Efficient training is therefore possible by optimizing random terms of \(L\) with stochastic gradient descent. \[ \mathbb{E}_q[\underbrace{D_{\mathrm{KL}}\left(q\left(\mathbf{x}_T \mid \mathbf{x}_0\right) \| p\left(\mathbf{x}_T\right)\right)}_{L_T}+\sum_{t>1} \underbrace{D_{\mathrm{KL}}\left(q\left(\mathbf{x}_{t-1} \mid \mathbf{x}_t \mathbf{x}_0\right) \| p_\theta\left(\mathbf{x}_{t-1} \mid \mathbf{x}_t\right)\right)}_{L_{1:T-1}} \underbrace{-\log p_\theta\left(\mathbf{x}_0 \mid \mathbf{x}_1\right)}_{L_0}] \] This equation uses KL divergence to directly compare \(p_\theta\left(\mathbf{x}_{t-1} \mid \mathbf{x}_t\right)\) against forward process posteriors \(q(\mathbf{x}_{t-1} \mid \mathbf{x}_t, \mathbf{x}_0)\)


Diffusion and Denoise

Noise Schedule

In the noise schedule of DDPM (Diffusion Probabilistic Models), \(\beta_t\) typically represents the magnitude of noise added at time step \(t\), rather than the total noise at time \(t\).

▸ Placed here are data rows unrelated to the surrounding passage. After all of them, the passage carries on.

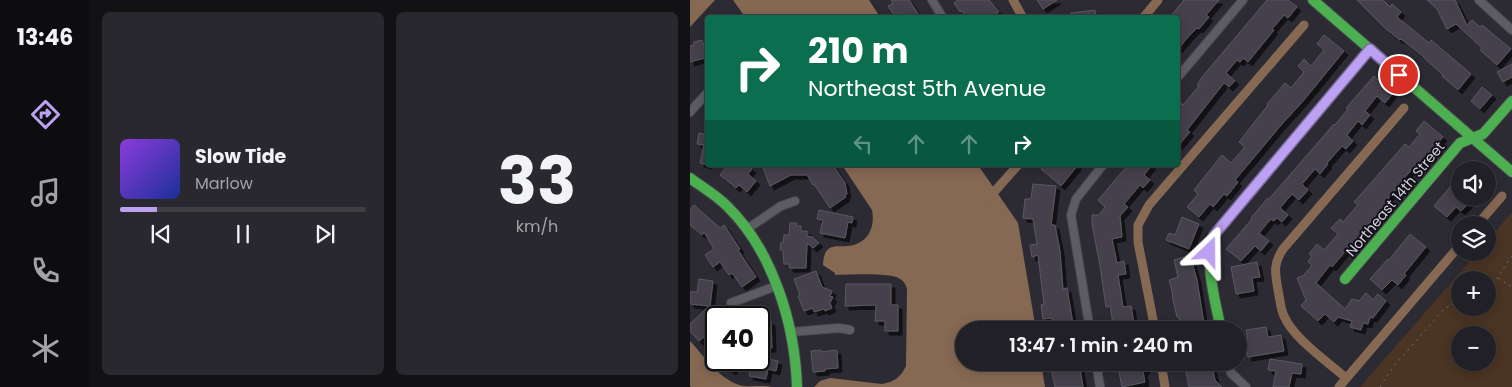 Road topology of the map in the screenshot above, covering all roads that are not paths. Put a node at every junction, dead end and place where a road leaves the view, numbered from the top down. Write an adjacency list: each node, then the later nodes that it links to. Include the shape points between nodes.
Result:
1 (932, 0): 5 (street)
2 (1243, 0): 8 (street)
3 (1314, 0): 7 (street)
4 (1479, 0): 6 (street)
5 (941, 15)
6 (1512, 30)
7 (1370, 49): 12 (street); 22 (street, via 1214,235 1209,260)
8 (1180, 75)
9 (705, 95): 11 (street)
10 (1512, 102): 12 (street, Northeast 14th Street, via 1484,134)
11 (690, 112)
12 (1472, 138): 14 (street); 18 (street, Northeast 14th Street, via 1460,143)
13 (1101, 167): 21 (street, via 1076,199 1071,216)
14 (1512, 172)
15 (690, 178): 17 (street, via 727,206)
16 (795, 201): 17 (street, via 781,206)
17 (747, 229): 19 (street)
18 (1345, 279)
19 (776, 286): 20 (street); 24 (street, via 787,311)
20 (731, 303)
21 (1088, 321)
22 (1219, 321)
23 (850, 330): 24 (street)
24 (791, 332): 27 (street)
25 (1097, 371): 28 (street)
26 (1230, 371): 29 (street)
27 (797, 387)
28 (1100, 387)
29 (1246, 387)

Diffusion (Forward) Process

\(\beta_t:=1-\alpha_t\), \(\bar{\alpha}_t:=\prod_{s=1}^t \alpha_s\)

manually-defined variance schedule \(\beta_1, \ldots, \beta_T\) \[ q\left(\mathbf{x}_t \mid \mathbf{x}_{t-1}\right)=\mathcal{N}\left(\mathbf{x}_t ; \sqrt{\alpha_t} \mathbf{x}_{t-1}, (1-\alpha_t) \mathbf{I}\right) \]

\[ q\left(\mathbf{x}_t \mid \mathbf{x}_0\right)=\mathcal{N}\left(\mathbf{x}_t ; \sqrt{\bar{\alpha}_t} \mathbf{x}_0,\left(1-\bar{\alpha}_t\right) \mathbf{I}\right) \]

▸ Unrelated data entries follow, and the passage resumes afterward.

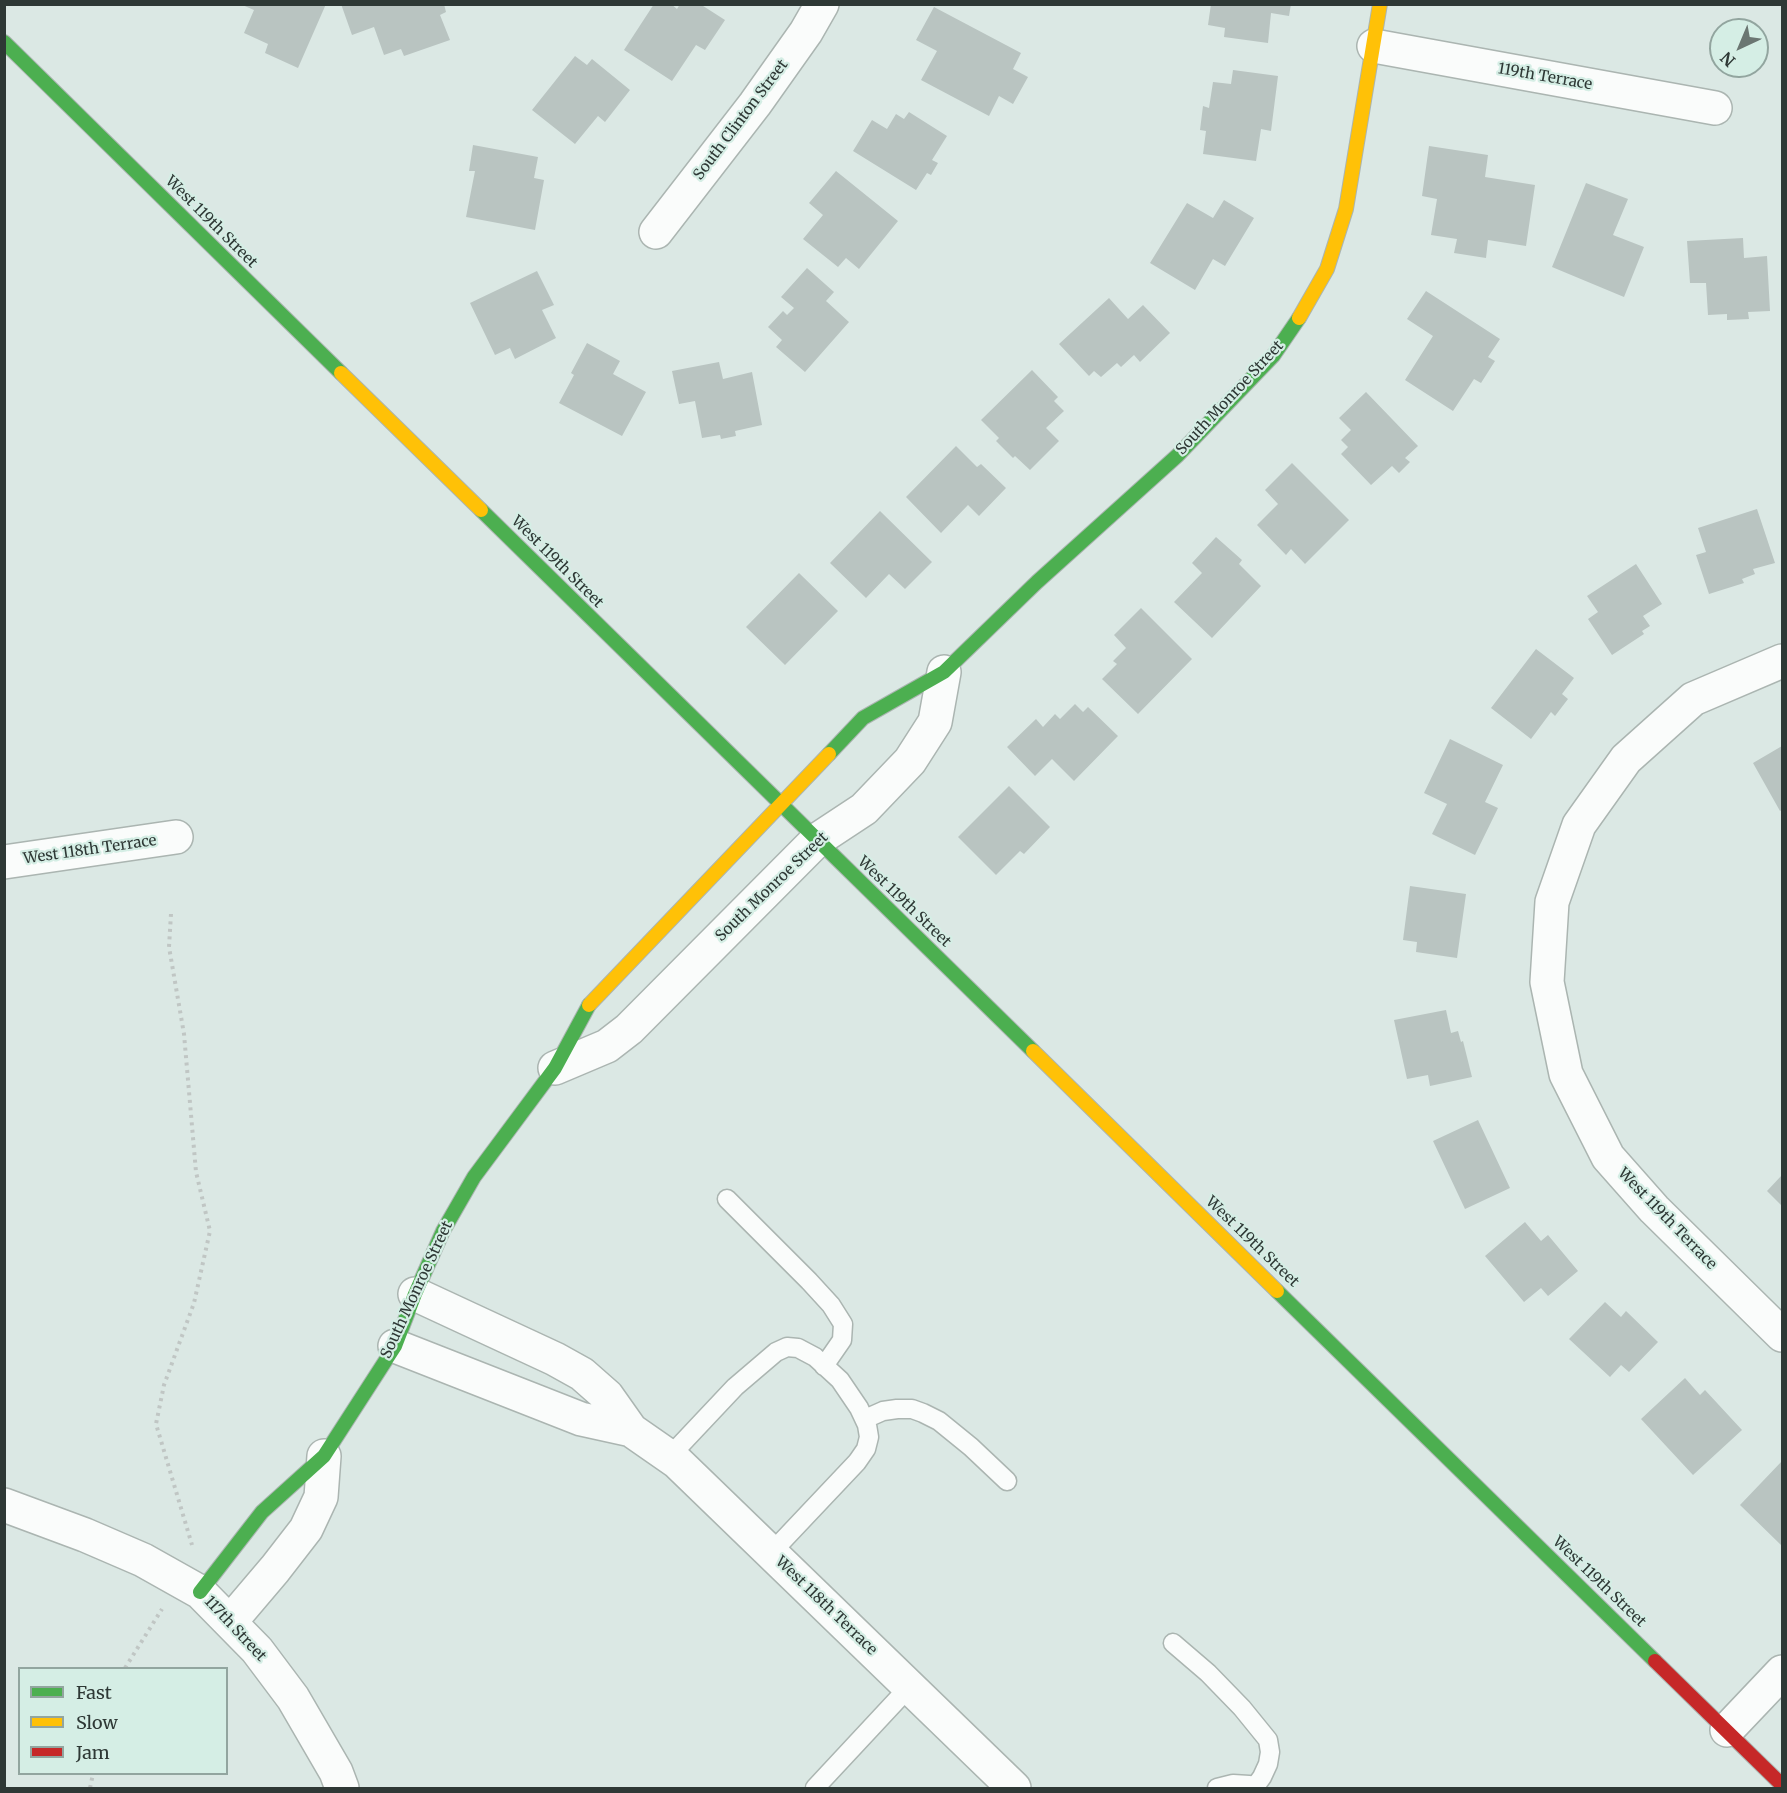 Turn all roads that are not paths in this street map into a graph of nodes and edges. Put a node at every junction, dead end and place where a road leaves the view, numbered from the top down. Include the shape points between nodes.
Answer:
1 (822, 4) edge
2 (1380, 4) edge
3 (4, 42) edge
4 (1374, 46) junction
5 (1715, 108) dead end
6 (656, 232) dead end
7 (1782, 661) edge
8 (944, 672) junction
9 (780, 804) junction
10 (176, 837) dead end
11 (817, 840) junction
12 (4, 862) edge
13 (555, 1068) junction
14 (728, 1199) dead end
15 (415, 1294) junction
16 (1782, 1335) edge
17 (394, 1346) junction
18 (824, 1366) junction
19 (865, 1419) junction
20 (631, 1430) junction
21 (324, 1456) junction
22 (670, 1456) junction
23 (1007, 1481) dead end
24 (4, 1505) edge
25 (771, 1553) junction
26 (189, 1586) junction
27 (230, 1622) junction
28 (1173, 1643) dead end
29 (1782, 1672) edge
30 (909, 1686) junction
31 (1727, 1730) junction
32 (1782, 1785) edge
33 (342, 1788) edge
34 (815, 1788) edge
35 (1012, 1788) edge
36 (1217, 1788) edge
37 (1255, 1788) edge

1 - 6 street, South Clinton Street via 755,104
2 - 4 main road, South Monroe Street
3 - 9 main road, West 119th Street
4 - 5 street, 119th Terrace
4 - 8 main road, South Monroe Street via 1346,209 1327,269 1300,317 1272,356 1178,455
7 - 16 street, West 119th Terrace via 1694,699 1626,759 1579,825 1552,902 1547,982 1566,1074 1608,1157 1654,1209
8 - 9 main road, South Monroe Street via 863,718
8 - 11 street, South Monroe Street via 935,722 910,761 864,809
9 - 11 main road, West 119th Street
9 - 13 main road, South Monroe Street via 586,1008
10 - 12 street, West 118th Terrace
11 - 13 street, South Monroe Street via 629,1029 607,1046
11 - 31 main road, West 119th Street
13 - 15 main road, South Monroe Street via 474,1177 442,1232
14 - 18 lane via 809,1281 843,1324 842,1340
15 - 17 main road, South Monroe Street
15 - 20 street, West 118th Terrace via 582,1374 607,1396
17 - 20 street, West 118th Terrace via 581,1419
17 - 21 main road, South Monroe Street
18 - 19 lane via 840,1380
18 - 22 lane via 798,1348 776,1352 735,1388
19 - 23 lane via 897,1409 923,1413 971,1447
19 - 25 lane via 869,1437 857,1462
20 - 22 street, West 118th Terrace
21 - 26 main road, South Monroe Street
21 - 27 street, South Monroe Street via 321,1497 306,1528
22 - 25 street, West 118th Terrace
24 - 26 street, 117th Street via 143,1560
25 - 30 street, West 118th Terrace
26 - 27 street, 117th Street
27 - 33 street, 117th Street via 293,1698
28 - 37 lane via 1208,1673 1268,1740 1268,1764
29 - 31 street
30 - 34 lane
30 - 35 street, West 118th Terrace
31 - 32 main road, West 119th Street
36 - 37 lane via 1233,1784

\[ \mathbf{x}_t=\sqrt{\alpha_t} \mathbf{x}_{t-1}+\sqrt{1-\alpha_t} \boldsymbol{\epsilon}_{t} \]

\[ \mathbf{x}_t=\sqrt{\bar{\alpha}_t} \mathbf{x}_0+\sqrt{1-\bar{\alpha}_t} \, \overline{\boldsymbol{\epsilon}}_t \]

where \(\alpha_t\) is a small hyper parameter , \(\boldsymbol{\epsilon}_{t} \sim N(0,1)\) is Guassion Noise. \[ \operatorname{SNR}(t)=\frac{\overline{\alpha_t}}{1-\overline{\alpha_t}} \]

Denoise (Reverse) Process

\[ p_\theta\left(\mathbf{x}_{t-1} \mid \mathbf{x}_t\right)=\mathcal{N}\left(\mathbf{x}_{t-1} ; \boldsymbol{\mu}_\theta\left(\mathbf{x}_t, t\right), \sigma_t^2 \mathbf{I} \right) \]

\[ \mathbf{x}_{t-1}=\frac{1}{\sqrt{\alpha_t}}\left(\mathbf{x}_t-\frac{1-\alpha_t}{\sqrt{1-\bar{\alpha}_t}} \boldsymbol{\epsilon}_\theta\left(\mathbf{x}_t, t\right)\right)+\sigma_t \mathbf{z} \\ \]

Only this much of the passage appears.